Anche difenderci dalle ingiustizie deve essere fatto con amore, con amore anche per chi ci fa del male. Amare i nemici è la vera novità del Vangelo: nel mondo antico era considerato grande chi faceva del bene al suo prossimo (familiari, amici, connazionali) ma maltrattava i nemici. La novità del Vangelo invece è che il nostro prossimo è ogni uomo, e che noi dobbiamo volere bene a tutti anche quando siamo costretti a difenderci da qualche ingiustizia.
Se il nostro modo di pensare, e quindi di vivere, non è diverso da quello di chi cristiano non è, se ragioniamo e agiamo secondo le logiche del mondo e del nostro tempo, essere cristiani non serve a nulla. Diventiamo come il sale di cui abbiamo parlato qualche domenica fa, che quando perde il sapore viene gettato via e calpestato dagli uomini.
Non saremo mai perfetti come il Padre nostro celeste, ma il dobbiamo cercare di entrare nella sua logica, che è la logica dell’amore e del dono. E se cerchiamo di farlo, non ci farà mancare il suo aiuto.

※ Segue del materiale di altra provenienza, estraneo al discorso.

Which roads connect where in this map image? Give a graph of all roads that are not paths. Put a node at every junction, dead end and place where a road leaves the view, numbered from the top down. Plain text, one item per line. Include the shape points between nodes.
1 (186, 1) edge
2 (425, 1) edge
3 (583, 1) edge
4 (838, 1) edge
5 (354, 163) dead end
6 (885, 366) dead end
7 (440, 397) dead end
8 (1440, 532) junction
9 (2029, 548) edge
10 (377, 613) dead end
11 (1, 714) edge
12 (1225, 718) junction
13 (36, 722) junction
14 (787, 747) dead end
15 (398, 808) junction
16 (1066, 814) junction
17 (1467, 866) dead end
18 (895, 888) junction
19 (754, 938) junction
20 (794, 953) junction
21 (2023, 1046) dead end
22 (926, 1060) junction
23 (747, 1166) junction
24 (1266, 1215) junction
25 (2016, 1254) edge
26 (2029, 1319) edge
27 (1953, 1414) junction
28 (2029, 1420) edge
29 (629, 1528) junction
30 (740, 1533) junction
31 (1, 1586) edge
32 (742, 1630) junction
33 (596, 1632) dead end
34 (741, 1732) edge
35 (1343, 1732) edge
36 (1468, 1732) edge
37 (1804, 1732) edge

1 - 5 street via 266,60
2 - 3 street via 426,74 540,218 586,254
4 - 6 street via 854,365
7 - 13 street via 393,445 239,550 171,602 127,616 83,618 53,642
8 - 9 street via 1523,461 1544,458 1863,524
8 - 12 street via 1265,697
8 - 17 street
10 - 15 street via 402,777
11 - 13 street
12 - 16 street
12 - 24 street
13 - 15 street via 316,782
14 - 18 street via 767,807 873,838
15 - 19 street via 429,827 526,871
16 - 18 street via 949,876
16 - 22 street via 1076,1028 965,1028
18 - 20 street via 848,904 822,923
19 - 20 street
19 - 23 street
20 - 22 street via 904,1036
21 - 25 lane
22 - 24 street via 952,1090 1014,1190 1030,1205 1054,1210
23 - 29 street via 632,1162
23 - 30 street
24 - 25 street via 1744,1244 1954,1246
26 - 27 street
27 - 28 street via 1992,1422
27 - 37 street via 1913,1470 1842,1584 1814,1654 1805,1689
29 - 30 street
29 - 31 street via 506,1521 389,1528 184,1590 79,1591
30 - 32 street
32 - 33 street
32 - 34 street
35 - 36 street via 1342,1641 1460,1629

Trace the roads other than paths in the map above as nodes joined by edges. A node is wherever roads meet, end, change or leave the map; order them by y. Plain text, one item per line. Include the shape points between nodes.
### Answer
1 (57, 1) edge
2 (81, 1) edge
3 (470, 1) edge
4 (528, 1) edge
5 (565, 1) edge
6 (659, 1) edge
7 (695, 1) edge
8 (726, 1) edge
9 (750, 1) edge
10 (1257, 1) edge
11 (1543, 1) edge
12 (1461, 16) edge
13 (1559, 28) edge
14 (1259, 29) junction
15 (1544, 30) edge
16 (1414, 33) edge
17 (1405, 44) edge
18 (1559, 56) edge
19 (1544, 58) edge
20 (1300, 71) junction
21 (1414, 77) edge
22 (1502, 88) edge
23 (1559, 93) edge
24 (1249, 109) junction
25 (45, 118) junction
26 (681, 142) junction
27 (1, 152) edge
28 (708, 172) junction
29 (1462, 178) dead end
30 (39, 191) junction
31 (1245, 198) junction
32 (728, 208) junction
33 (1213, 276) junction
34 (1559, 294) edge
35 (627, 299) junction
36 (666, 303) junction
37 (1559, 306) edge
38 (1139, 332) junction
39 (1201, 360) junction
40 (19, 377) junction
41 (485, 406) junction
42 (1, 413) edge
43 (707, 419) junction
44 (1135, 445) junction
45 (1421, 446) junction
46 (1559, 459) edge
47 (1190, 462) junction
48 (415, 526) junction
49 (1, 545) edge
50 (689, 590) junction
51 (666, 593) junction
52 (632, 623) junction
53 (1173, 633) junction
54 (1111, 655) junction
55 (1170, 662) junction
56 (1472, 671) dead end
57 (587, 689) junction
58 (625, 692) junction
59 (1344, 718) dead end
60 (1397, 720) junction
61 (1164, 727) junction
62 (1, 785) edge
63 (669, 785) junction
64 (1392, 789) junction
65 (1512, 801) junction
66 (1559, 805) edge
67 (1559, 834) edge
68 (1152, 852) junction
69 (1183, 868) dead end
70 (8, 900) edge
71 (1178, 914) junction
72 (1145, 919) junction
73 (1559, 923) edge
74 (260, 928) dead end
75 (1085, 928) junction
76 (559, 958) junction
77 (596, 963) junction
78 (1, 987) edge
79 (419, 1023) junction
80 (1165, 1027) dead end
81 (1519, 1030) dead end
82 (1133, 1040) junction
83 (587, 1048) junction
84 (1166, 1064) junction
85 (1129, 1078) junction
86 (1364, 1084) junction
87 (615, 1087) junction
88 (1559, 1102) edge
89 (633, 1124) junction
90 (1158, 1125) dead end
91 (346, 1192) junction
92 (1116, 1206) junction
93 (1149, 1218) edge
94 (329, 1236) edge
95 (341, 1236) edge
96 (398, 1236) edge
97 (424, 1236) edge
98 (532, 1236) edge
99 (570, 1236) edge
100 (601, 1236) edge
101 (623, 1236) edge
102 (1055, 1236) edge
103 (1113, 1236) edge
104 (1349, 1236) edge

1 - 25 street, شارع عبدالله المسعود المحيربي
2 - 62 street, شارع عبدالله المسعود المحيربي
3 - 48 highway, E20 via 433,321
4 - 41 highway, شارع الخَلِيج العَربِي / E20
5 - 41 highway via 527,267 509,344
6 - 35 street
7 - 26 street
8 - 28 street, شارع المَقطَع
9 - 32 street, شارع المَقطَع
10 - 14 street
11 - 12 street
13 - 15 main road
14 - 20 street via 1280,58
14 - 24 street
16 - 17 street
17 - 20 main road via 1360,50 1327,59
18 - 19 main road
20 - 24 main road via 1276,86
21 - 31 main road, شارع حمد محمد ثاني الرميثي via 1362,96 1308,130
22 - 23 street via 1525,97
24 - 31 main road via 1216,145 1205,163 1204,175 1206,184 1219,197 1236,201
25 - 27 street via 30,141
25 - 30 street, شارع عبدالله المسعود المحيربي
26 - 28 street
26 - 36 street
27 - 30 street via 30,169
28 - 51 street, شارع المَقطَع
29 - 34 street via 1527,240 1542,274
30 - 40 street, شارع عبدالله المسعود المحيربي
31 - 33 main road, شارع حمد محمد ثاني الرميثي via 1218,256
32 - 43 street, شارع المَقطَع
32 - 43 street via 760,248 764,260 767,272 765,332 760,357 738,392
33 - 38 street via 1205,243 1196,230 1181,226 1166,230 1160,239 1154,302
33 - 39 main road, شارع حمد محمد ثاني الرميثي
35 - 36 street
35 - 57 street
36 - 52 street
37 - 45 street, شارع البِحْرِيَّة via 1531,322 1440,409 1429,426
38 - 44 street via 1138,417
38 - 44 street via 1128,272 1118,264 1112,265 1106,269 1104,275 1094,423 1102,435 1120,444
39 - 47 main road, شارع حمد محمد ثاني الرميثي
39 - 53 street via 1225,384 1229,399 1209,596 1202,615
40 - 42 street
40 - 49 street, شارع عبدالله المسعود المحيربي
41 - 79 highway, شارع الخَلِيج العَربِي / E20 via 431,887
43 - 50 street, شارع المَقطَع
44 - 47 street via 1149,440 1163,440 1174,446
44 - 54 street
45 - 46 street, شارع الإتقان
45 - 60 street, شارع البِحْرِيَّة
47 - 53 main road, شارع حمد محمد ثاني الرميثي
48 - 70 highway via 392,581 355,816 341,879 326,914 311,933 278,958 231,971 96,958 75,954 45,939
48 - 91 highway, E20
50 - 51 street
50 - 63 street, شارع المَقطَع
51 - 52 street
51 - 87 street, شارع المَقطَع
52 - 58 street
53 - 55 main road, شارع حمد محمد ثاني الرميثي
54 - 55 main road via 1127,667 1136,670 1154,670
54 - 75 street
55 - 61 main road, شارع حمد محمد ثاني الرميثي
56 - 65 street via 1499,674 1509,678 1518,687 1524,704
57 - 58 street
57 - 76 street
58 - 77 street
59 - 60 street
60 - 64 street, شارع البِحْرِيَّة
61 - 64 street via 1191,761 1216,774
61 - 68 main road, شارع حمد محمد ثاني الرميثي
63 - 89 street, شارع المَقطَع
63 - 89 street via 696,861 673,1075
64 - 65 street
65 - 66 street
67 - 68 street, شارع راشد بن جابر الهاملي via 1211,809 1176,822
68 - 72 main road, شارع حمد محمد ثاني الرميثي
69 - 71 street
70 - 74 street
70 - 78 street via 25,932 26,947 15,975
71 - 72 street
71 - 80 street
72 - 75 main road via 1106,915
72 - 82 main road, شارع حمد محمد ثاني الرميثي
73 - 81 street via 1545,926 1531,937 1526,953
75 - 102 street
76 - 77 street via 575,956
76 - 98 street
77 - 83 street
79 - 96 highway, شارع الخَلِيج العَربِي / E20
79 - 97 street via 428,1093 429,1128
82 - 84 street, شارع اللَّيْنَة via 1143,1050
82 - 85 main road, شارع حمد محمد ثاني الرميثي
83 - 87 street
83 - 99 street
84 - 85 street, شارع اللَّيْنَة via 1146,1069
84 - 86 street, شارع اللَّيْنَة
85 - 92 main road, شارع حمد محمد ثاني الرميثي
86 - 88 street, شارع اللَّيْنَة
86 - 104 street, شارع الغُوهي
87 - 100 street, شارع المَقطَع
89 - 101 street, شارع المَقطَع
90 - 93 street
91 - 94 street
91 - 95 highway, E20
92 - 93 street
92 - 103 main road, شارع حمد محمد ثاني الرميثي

Forse bisognerebbe tornare ai concetti della Genesi in cui si parla di creazione dell’uomo “a immagine e somiglianza di Dio”. L’uomo, a differenza degli animali creati ciascuno secondo la propria specie, viene reintrodotto nel progetto creativo originario grazie all’opera redentiva compiuta dal Verbo incarnato. Lui, che non era ad immagine bensì era l’Immagine e somiglianza divina perfetta, svela all’uomo la sua vera natura: è stato creato per accogliere la Grazia divina e per crescere nella somiglianza a Dio per opera dello Spirito Santo. Ecco dunque perché Gesù può esortare ad essere perfetti come è perfetto il Padre Celeste, come pure ad amare come Lui ha amato. Grazie a Dio siamo ontologicamente predisposti alla unione con il divino.